**Task Description:**
You have learned about transformers and their applications in natural language processing. In this assignment, you will apply your knowledge by implementing a transformer-based model to solve a text classification task.


**Dataset:**
You will be using the IMDB movie review dataset, which contains movie reviews labeled as positive or negative sentiment.

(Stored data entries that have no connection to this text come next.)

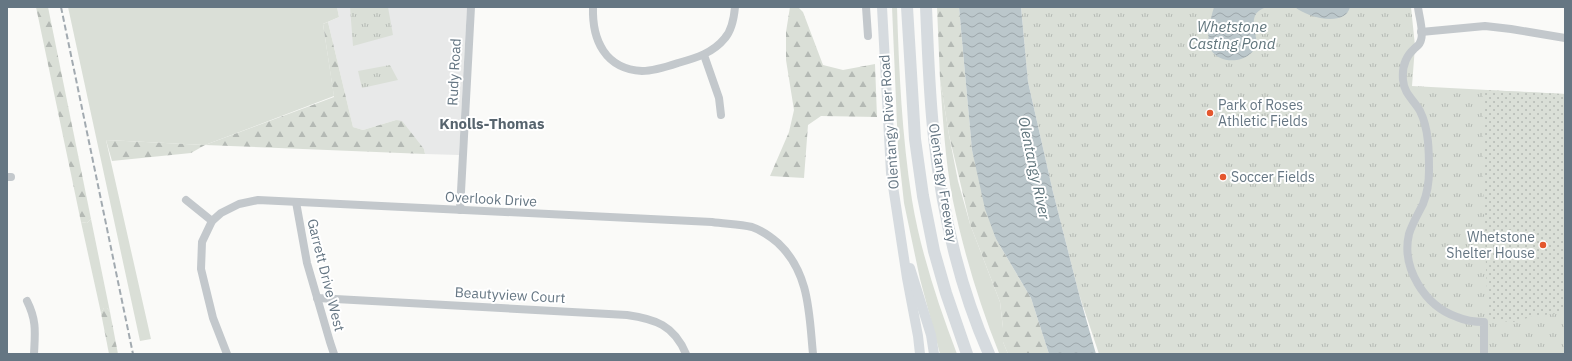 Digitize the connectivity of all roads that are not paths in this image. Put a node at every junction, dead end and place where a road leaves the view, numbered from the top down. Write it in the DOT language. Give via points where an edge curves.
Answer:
graph roads {
  1 [pos="471,7"];
  2 [pos="593,7"];
  3 [pos="735,7"];
  4 [pos="866,7"];
  5 [pos="882,7"];
  6 [pos="906,7"];
  7 [pos="926,7"];
  8 [pos="1418,7"];
  9 [pos="1422,32"];
  10 [pos="868,36"];
  11 [pos="1565,38"];
  12 [pos="704,55"];
  13 [pos="721,115"];
  14 [pos="186,200"];
  15 [pos="296,202"];
  16 [pos="460,210"];
  17 [pos="212,221"];
  18 [pos="901,237"];
  19 [pos="317,298"];
  20 [pos="27,301"];
  21 [pos="34,354"];
  22 [pos="227,354"];
  23 [pos="334,354"];
  24 [pos="686,354"];
  25 [pos="813,354"];
  26 [pos="920,354"];
  27 [pos="934,354"];
  28 [pos="968,354"];
  29 [pos="988,354"];
  30 [pos="1484,354"];
  1 -- 16 [label="street, Rudy Road"];
  2 -- 12 [label="street" via="595,34 603,51 614,62 629,69 654,70"];
  3 -- 12 [label="street" via="728,35"];
  4 -- 10 [label="street, Olentangy River Road"];
  5 -- 18 [label="main road, Olentangy River Road" via="890,166"];
  6 -- 28 [label="highway, Olentangy Freeway" via="915,139 923,196 934,251"];
  7 -- 29 [label="highway, Olentangy Freeway" via="934,137 942,193 964,287"];
  8 -- 9 [label="street"];
  9 -- 11 [label="street" via="1485,26"];
  9 -- 30 [label="street" via="1421,42 1408,56 1403,72 1404,88 1424,121 1429,172 1425,198 1409,235 1409,260 1418,284 1433,303 1456,317 1484,322"];
  12 -- 13 [label="street" via="719,98"];
  14 -- 17 [label="street"];
  15 -- 16 [label="street, Overlook Drive"];
  15 -- 17 [label="street, Overlook Drive" via="258,200 238,204"];
  15 -- 19 [label="street, Garrett Drive West" via="307,263"];
  16 -- 25 [label="street, Overlook Drive" via="718,223 752,228 771,237 785,250 798,268 805,286"];
  17 -- 22 [label="street" via="202,242 201,269 212,318"];
  18 -- 26 [label="main road, Olentangy River Road"];
  18 -- 27 [label="main road, Olentangy River Road"];
  19 -- 23 [label="street, Garrett Drive West"];
  19 -- 24 [label="street, Beautyview Court" via="644,317 669,329"];
  20 -- 21 [label="street" via="34,314"];
} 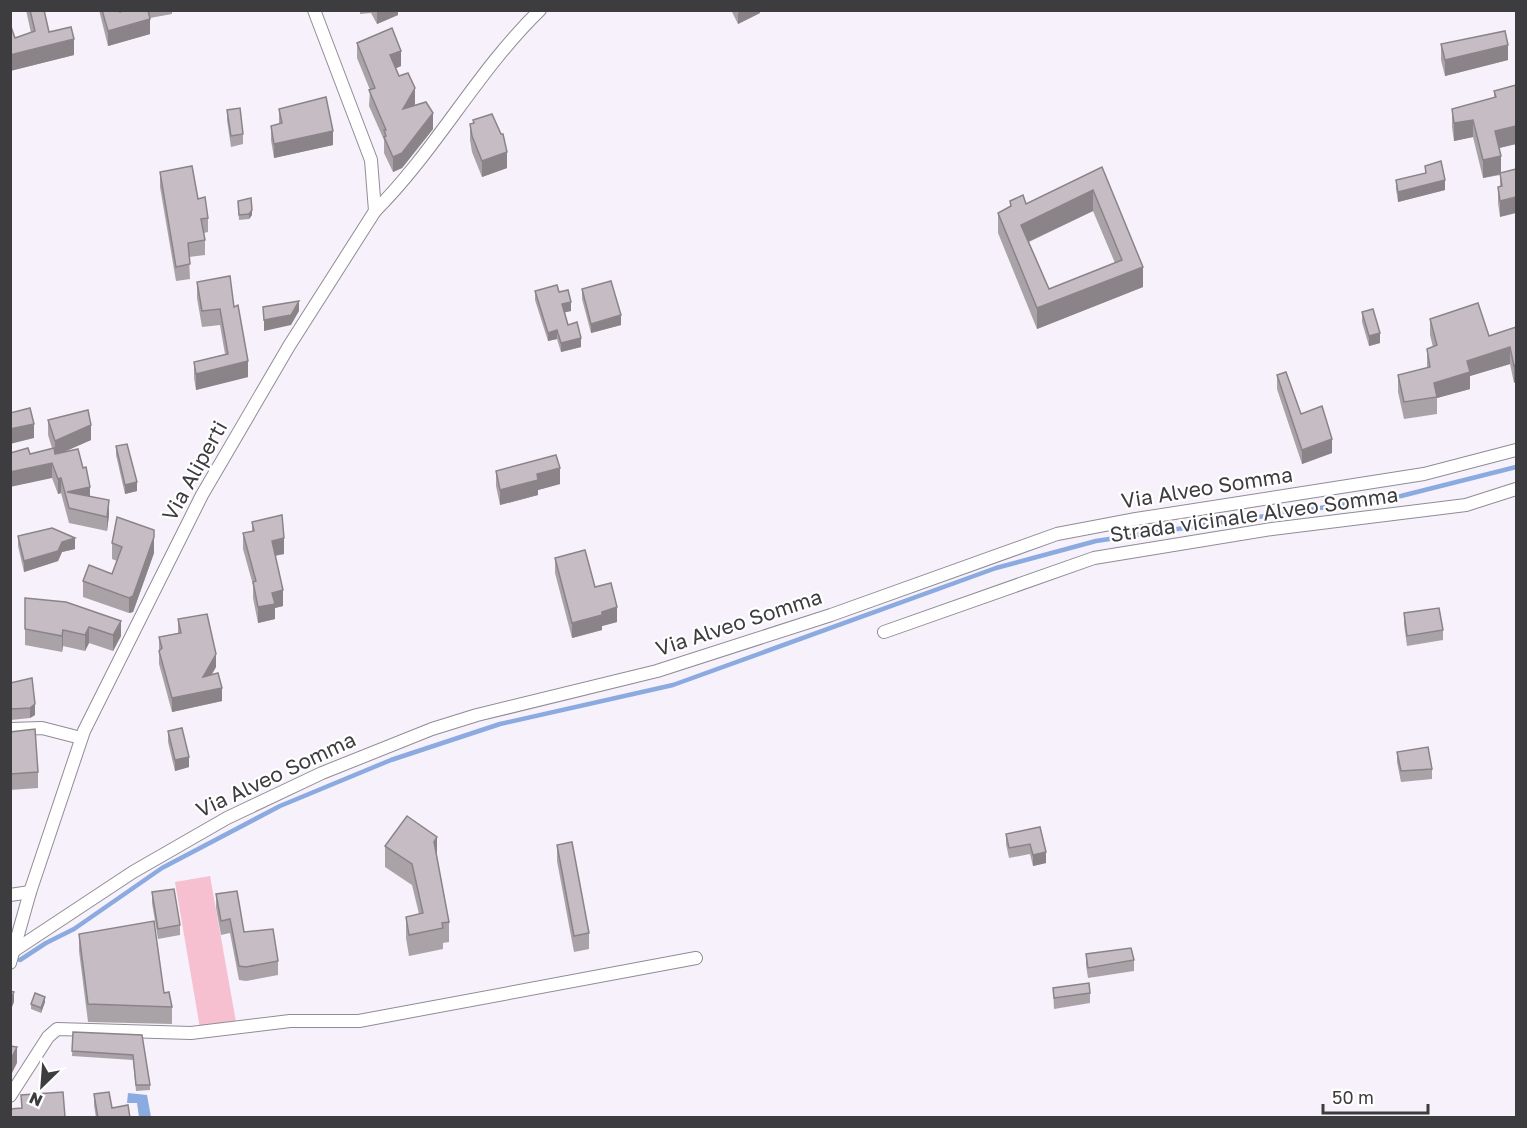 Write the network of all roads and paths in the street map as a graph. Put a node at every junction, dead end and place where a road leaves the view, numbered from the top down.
1 (314, 10) edge
2 (540, 10) edge
3 (375, 211) junction
4 (1516, 450) edge
5 (1516, 489) edge
6 (884, 632) dead end
7 (10, 729) edge
8 (81, 738) junction
9 (30, 892) junction
10 (10, 895) edge
11 (15, 950) junction
12 (696, 958) dead end
13 (10, 963) edge
14 (10, 1096) edge

1 - 3 street
2 - 3 street, Via Aliperti
3 - 8 street, Via Aliperti
4 - 11 street, Via Alveo Somma
5 - 6 street, Strada vicinale Alveo Somma
7 - 8 street
8 - 9 street, Via Aliperti
9 - 10 street
9 - 11 street, Via Aliperti
11 - 13 street, Via Aliperti
12 - 14 street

The dataset will be downloaded and loaded using Python's file handling capabilities.

**Task:**

Your task is to build a transformer-based model using the torch.nn.Transformer module to classify movie reviews as positive or negative sentiment. You can use the provided dataset for training and evaluation.

**Instructions:**

(1) Download and Extract the IMDB Dataset:Run the following script to download and extract the IMDB dataset:

In [10]:
import os
import tarfile
import urllib.request

# Function to download and extract IMDB dataset
def download_extract_imdb(root="./imdb_data"):
    if not os.path.exists(root):
        os.makedirs(root)

    url = "http://ai.stanford.edu/~amaas/data/sentiment/aclImdb_v1.tar.gz"
    filename = os.path.join(root, "aclImdb_v1.tar.gz")
    urllib.request.urlretrieve(url, filename)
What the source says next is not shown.